Dive into the world of corny & cheesy dad jokes that are so bad, they’re good! Packed with puns, groan-worthy punchlines, and all the charm of classic dad humor, these jokes are sure to get a laugh—or at least an eye roll. Perfect for anyone who loves a little bit of cheese with their humor, our corny & cheesy dad jokes are the ultimate way to lighten the mood and share a laugh. Explore our collection for endless cheesy fun!

My neighbor got sued for a fire his grill started. He filed for an appeal when he lost and it ended up in a pellet court.

Have you heard about those new corduroy pillows? They're making headlines.

I used to run a dating service for chickens, but I was struggling to make hens meet.

How come the Hulk doesn't lose his pants when he transforms? The experiment altered his jeans.

I hated facial hair but then it grew on me.

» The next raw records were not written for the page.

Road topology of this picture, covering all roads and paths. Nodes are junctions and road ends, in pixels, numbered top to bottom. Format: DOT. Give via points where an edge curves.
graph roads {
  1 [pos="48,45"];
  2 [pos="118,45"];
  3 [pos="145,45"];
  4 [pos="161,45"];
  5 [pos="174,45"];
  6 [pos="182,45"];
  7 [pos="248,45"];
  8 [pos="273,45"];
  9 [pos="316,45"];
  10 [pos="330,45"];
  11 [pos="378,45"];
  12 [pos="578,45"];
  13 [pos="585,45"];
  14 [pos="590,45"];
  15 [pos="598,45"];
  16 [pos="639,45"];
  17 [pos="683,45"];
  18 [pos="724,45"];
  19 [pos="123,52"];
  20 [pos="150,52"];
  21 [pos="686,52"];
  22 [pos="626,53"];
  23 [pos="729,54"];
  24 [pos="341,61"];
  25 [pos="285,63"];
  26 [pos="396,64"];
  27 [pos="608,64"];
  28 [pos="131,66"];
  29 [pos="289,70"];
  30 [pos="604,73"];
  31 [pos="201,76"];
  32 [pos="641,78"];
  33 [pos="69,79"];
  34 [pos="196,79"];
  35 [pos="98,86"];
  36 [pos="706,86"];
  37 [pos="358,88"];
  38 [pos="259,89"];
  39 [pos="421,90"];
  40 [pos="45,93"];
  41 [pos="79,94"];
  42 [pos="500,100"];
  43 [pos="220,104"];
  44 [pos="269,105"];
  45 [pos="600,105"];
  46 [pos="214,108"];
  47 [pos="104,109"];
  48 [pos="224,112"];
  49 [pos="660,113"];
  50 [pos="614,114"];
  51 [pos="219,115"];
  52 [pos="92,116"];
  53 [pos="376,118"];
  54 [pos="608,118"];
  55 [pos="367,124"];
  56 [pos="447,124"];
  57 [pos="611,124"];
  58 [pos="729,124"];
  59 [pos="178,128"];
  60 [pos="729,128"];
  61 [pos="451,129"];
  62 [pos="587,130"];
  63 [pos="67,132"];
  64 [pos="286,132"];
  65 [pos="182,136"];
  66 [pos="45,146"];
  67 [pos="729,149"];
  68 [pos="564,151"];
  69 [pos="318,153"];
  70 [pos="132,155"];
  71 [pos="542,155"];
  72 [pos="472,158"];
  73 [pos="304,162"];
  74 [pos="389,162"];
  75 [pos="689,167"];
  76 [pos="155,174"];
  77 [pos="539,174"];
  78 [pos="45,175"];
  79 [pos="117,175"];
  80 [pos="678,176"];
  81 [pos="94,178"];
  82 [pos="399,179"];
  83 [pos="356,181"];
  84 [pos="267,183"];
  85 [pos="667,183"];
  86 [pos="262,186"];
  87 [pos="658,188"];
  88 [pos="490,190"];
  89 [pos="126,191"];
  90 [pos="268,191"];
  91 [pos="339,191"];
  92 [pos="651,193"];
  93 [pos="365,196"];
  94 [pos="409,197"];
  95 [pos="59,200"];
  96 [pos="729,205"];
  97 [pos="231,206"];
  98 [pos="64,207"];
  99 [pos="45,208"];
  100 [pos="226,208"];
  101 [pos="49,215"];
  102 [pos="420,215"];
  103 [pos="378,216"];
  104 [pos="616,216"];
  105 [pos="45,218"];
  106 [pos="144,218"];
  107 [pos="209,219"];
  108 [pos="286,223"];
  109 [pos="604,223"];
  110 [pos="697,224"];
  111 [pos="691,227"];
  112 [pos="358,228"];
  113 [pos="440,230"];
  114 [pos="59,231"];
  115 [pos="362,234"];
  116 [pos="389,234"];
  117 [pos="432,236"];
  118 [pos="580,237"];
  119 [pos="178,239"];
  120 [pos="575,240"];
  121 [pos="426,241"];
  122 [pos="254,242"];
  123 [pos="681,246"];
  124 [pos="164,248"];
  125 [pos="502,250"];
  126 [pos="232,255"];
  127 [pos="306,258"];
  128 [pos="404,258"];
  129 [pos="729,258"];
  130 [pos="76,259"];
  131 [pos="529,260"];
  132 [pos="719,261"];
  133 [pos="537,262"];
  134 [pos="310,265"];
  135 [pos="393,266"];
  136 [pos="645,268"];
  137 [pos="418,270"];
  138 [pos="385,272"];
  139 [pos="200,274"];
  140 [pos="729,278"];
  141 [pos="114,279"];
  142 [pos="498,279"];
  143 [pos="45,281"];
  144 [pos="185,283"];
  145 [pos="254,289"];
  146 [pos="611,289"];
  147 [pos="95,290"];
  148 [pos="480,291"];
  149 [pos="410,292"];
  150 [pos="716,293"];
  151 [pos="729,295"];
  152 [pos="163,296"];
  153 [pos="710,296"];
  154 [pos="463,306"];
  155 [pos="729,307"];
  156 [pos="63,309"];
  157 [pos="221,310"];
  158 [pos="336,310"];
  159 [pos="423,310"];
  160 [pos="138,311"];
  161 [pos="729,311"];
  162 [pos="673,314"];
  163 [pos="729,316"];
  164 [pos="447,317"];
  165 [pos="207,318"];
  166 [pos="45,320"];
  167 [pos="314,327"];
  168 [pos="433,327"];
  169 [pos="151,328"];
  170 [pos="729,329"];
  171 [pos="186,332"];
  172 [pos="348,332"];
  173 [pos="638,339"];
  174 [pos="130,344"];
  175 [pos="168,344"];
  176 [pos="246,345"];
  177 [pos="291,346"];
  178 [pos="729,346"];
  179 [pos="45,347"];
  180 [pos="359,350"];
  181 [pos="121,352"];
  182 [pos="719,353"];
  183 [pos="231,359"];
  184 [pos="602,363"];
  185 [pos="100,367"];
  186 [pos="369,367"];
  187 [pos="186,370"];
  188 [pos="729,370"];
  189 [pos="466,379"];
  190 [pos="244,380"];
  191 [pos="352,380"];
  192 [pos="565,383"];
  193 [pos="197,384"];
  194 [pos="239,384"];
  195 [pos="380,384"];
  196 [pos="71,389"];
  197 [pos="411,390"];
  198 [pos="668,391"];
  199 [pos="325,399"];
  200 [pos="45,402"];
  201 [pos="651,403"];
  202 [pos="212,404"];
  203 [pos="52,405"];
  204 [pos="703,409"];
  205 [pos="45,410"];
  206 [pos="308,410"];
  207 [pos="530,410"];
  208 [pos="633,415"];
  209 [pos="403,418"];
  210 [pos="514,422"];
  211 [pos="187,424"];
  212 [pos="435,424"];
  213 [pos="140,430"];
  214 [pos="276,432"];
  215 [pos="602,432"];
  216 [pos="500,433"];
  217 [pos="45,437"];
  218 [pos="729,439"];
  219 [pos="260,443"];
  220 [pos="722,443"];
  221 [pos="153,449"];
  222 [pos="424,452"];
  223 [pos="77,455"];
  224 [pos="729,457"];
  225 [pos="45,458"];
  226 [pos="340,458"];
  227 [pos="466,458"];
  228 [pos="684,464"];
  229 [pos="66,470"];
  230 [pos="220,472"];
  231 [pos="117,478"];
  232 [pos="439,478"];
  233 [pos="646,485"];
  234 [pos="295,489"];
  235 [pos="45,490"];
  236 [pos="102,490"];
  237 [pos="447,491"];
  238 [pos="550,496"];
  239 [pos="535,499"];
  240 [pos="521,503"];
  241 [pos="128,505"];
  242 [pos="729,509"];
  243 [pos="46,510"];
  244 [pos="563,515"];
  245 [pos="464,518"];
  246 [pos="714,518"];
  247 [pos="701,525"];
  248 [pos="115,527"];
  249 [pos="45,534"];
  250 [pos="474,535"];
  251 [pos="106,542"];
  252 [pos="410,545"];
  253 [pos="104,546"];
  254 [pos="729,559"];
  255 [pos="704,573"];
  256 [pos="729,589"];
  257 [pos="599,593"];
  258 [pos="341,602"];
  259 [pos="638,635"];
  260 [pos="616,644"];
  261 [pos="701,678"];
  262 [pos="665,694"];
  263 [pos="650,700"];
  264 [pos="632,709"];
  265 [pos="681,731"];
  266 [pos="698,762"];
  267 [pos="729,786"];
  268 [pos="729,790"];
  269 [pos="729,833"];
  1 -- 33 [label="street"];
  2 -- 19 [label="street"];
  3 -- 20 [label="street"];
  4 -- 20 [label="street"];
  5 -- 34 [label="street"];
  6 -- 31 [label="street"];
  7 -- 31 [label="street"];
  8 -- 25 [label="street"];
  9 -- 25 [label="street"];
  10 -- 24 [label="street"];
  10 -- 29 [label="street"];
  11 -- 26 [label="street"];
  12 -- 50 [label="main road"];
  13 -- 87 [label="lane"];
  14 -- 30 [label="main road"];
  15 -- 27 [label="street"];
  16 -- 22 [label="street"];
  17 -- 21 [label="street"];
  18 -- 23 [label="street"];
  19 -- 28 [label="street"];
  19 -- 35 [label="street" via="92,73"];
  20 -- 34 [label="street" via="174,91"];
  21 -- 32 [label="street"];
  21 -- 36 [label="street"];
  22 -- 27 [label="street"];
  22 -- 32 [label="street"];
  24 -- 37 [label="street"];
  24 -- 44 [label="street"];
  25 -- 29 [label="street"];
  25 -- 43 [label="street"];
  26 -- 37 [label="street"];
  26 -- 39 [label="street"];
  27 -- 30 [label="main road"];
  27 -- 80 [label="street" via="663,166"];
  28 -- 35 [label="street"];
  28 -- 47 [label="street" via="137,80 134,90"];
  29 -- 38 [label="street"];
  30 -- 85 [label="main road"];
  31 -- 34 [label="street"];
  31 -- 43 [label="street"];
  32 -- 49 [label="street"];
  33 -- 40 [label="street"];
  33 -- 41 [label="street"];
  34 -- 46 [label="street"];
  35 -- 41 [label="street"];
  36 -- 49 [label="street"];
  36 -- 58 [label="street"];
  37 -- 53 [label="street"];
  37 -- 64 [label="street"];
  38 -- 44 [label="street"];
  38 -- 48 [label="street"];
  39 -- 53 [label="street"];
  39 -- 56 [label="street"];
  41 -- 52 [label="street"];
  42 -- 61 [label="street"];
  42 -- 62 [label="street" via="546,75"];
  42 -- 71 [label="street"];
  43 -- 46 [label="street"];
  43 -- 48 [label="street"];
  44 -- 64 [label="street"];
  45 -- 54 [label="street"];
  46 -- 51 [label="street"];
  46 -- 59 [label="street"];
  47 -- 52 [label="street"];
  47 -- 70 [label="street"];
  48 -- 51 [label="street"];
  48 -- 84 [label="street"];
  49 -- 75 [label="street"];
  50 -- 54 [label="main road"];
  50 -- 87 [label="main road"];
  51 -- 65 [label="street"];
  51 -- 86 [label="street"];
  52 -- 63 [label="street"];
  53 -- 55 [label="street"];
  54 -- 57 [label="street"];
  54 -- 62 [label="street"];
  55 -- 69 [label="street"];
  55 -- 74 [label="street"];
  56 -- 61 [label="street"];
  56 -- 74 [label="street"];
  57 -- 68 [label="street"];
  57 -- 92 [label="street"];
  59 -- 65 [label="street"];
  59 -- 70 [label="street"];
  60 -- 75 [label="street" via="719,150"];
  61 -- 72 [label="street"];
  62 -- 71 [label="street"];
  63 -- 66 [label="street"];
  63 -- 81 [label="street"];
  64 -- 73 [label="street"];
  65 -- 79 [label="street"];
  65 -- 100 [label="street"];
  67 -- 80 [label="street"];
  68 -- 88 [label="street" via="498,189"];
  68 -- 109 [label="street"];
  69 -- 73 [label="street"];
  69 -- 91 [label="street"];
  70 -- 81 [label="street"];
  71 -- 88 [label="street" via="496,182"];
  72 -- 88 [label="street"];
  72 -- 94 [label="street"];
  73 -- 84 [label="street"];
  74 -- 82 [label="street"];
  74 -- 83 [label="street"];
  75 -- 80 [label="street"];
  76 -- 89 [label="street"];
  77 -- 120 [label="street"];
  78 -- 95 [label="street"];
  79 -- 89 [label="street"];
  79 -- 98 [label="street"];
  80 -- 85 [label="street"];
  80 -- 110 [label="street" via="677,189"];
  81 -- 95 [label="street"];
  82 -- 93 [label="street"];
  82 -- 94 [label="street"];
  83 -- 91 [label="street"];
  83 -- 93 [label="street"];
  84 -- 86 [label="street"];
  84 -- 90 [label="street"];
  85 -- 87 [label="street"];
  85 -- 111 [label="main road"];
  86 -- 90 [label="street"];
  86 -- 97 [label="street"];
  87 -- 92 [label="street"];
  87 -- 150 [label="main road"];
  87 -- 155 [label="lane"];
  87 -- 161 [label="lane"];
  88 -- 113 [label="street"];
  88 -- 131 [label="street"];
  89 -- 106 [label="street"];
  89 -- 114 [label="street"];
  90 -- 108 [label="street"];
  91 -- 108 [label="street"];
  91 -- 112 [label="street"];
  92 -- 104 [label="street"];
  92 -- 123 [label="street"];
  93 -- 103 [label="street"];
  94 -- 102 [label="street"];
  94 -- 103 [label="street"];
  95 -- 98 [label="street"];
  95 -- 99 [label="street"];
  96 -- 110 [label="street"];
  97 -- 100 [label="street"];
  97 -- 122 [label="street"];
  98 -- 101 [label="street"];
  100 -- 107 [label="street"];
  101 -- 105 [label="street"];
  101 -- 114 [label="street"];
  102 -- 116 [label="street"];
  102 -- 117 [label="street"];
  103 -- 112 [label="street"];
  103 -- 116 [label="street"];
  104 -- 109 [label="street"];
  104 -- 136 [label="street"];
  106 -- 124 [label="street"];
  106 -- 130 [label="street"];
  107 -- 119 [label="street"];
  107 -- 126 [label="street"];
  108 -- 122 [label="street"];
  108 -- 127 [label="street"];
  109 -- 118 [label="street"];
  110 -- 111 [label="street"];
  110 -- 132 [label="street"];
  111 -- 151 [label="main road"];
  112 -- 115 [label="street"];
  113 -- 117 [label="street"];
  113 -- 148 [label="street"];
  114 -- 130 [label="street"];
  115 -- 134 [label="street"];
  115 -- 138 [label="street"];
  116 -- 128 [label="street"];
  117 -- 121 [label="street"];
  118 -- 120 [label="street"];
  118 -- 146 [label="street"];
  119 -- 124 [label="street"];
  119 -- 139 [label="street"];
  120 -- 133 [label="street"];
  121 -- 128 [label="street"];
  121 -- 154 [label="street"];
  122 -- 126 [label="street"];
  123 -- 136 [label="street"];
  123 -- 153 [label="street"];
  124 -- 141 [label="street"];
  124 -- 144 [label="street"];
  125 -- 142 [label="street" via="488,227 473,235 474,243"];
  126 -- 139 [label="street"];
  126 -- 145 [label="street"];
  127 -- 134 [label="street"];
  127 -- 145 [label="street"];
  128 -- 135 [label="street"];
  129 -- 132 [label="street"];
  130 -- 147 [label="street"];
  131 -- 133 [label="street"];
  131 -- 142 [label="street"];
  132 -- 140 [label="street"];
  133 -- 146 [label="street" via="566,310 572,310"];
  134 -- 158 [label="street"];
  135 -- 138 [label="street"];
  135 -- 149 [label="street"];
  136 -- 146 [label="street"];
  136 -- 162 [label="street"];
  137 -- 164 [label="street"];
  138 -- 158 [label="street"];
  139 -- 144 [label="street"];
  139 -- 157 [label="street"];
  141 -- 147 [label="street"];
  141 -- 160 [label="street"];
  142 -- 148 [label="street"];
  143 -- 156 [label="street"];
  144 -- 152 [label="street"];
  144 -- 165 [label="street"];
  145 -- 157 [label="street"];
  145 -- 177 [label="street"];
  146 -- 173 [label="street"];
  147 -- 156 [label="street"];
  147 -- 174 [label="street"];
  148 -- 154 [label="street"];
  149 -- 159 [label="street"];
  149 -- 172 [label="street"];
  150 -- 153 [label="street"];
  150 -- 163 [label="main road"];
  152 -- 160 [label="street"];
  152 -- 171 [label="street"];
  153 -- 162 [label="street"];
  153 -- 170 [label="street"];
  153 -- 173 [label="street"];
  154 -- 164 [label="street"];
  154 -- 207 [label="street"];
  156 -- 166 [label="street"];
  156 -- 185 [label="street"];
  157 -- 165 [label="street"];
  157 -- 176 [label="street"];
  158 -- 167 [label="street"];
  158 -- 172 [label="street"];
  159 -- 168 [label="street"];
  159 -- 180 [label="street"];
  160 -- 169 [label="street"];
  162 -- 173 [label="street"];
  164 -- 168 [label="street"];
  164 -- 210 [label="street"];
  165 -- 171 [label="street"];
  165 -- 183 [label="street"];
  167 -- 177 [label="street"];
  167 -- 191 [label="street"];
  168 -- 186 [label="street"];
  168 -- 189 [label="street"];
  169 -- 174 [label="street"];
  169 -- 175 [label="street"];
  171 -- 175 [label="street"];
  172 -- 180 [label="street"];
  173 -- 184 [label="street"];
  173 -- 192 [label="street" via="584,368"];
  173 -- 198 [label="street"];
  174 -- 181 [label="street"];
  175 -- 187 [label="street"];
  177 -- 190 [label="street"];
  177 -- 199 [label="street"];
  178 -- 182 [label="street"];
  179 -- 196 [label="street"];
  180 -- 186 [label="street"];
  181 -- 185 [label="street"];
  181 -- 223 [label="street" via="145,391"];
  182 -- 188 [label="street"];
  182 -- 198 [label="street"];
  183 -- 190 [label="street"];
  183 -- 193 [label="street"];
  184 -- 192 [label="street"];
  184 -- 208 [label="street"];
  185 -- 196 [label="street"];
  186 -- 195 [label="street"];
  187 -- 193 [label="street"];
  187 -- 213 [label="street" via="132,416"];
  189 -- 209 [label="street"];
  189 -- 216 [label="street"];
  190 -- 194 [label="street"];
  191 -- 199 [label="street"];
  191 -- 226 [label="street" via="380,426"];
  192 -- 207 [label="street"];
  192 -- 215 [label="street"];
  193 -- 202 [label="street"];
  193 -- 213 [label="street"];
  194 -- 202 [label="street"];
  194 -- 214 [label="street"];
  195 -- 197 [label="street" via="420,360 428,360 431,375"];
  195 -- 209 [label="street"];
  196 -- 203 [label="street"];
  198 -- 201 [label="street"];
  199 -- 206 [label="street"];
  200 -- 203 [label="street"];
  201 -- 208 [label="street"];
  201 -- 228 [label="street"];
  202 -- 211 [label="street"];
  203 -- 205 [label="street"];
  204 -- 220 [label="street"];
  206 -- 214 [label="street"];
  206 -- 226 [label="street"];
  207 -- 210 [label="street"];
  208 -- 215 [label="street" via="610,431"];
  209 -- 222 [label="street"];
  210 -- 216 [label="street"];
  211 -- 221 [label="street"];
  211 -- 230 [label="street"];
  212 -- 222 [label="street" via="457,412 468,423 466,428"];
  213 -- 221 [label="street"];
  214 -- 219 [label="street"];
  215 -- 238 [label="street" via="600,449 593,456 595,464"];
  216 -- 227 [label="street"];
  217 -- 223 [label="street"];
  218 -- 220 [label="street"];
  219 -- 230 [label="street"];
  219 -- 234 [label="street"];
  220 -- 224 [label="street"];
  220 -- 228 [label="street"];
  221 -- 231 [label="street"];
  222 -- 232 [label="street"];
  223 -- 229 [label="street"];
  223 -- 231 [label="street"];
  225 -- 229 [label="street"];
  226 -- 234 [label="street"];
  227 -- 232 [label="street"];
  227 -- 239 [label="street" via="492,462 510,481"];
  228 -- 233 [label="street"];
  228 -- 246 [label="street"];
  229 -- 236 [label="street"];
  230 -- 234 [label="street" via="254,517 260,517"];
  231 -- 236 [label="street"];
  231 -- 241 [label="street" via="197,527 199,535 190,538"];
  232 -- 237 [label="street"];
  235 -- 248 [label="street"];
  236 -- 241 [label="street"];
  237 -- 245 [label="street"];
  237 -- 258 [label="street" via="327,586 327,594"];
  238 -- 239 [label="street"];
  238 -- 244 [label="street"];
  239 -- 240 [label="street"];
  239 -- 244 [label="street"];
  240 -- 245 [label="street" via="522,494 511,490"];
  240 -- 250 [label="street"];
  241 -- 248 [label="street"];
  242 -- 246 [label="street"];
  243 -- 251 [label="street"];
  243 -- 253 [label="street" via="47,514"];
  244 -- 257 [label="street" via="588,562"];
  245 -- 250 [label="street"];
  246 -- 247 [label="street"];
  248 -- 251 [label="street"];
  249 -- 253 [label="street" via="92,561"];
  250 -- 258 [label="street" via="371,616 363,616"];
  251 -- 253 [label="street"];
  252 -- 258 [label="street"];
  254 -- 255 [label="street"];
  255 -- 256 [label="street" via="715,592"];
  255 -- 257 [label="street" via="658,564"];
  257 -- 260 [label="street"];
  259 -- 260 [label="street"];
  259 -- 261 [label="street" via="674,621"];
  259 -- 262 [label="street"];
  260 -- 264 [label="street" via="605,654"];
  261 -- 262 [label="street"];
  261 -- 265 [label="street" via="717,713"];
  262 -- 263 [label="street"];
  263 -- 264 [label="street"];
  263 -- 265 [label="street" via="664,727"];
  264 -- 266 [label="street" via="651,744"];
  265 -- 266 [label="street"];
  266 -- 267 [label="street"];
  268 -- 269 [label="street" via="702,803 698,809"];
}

When the grocery store checker asks me if I want my milk in a bag, I say no, I’d rather keep it in the carton.

How many telemarketers does it take to change a light bulb? Only one, but he has to do it during dinner.

Why did the man fall down the well? Because he couldn't see that well!

My wife says nothing rhymes with “orange.” And I said, “No, it doesn’t!”

I used to run a dating service for chickens, but I was struggling to make hens meet.

After an unsuccessful harvest, why did the farmer decide to try a career in music? Because he had a ton of sick beets.

Justice is a dish best served cold. If it were served warm, it would be justwater.

Can a kangaroo jump higher than the Empire State Building? Of course! Buildings can’t jump.

Mom says I have no sense of direction, so I packed my bags and right.

What do you call a cow with no legs? Ground beef.